Возвращаясь в дом, Игнат резко обернулся на Илью и Лиду и буквально прожег их острым горячим взглядом. Он будто говорил: «Эх вы! Я думал о вас лучше. Я думал, вы со мной…»

– Не побоялся встать против всех, крепись, солдат, и сейчас. Будет горячо… – бодро проговорил он, когда вернулся.

В руках Игната были какие-то тряпки, таз с водой и бинты. Он бережно промывал и прижигал раны, освобождал глаза и уши Ильи от сгустков крови.

– Дядя Игнат, – стараясь не тревожить разбитые губы, прошептал Илья, – ведь это вы сказали, что Фрося – ведьма. Зачем?..

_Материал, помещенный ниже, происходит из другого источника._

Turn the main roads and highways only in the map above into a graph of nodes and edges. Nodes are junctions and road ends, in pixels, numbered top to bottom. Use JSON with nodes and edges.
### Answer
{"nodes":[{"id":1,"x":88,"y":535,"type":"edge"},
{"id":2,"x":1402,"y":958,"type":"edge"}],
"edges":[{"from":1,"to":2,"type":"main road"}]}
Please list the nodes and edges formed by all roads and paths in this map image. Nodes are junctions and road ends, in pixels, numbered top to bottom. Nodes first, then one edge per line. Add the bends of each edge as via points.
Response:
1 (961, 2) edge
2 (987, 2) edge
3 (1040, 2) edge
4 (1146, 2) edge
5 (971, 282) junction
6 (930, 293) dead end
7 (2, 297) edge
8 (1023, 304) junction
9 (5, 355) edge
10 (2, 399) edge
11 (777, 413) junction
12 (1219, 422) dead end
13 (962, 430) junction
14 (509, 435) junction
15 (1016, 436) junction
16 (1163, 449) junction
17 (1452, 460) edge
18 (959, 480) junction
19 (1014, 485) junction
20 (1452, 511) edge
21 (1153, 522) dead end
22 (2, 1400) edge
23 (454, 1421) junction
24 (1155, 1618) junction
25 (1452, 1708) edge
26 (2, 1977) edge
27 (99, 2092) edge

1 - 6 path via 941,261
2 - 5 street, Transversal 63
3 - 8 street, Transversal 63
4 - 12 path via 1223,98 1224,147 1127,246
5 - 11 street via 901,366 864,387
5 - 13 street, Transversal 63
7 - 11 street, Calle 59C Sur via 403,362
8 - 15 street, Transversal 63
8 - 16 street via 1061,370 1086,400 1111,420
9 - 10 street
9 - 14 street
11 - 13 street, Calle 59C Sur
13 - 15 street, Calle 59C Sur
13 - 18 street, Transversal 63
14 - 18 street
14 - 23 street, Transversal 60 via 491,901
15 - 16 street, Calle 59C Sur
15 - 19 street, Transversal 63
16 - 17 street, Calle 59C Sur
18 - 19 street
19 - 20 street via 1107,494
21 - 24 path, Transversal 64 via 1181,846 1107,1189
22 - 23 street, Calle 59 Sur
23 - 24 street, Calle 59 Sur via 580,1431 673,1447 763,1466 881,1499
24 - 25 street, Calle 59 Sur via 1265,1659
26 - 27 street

– Да, крепко тебя, Илюша, по голове приложили, – усмехнулся Игнат. – Может, и бил тебя тоже я? И костерок запалил от нечего делать? Лидок, смотри за ним хорошенько, если будет тошнить – сразу зовите меня. Все может быть серьезнее, чем кажется. Похоже на сотрясение мозга… Я завтра вас проведаю… Дойдете? Или проводить?

– Справимся… – сказал Илья и с помощью сестры поднялся с земли.

Они вышли на улицу и медленно пошли к дому.

– Это он все устроил. Только зачем ему это? – тихо спросил юноша.

– Илюш, может, ты придумываешь? Дядя Игнат хороший. Помнишь, он от медведя всю деревню спас? Да и сейчас постоянно всем помогает, и вообще он очень добрый. Не придумывай того, чего нет. Мы скоро придем домой, ты полежишь немножко, и тебе станет лучше.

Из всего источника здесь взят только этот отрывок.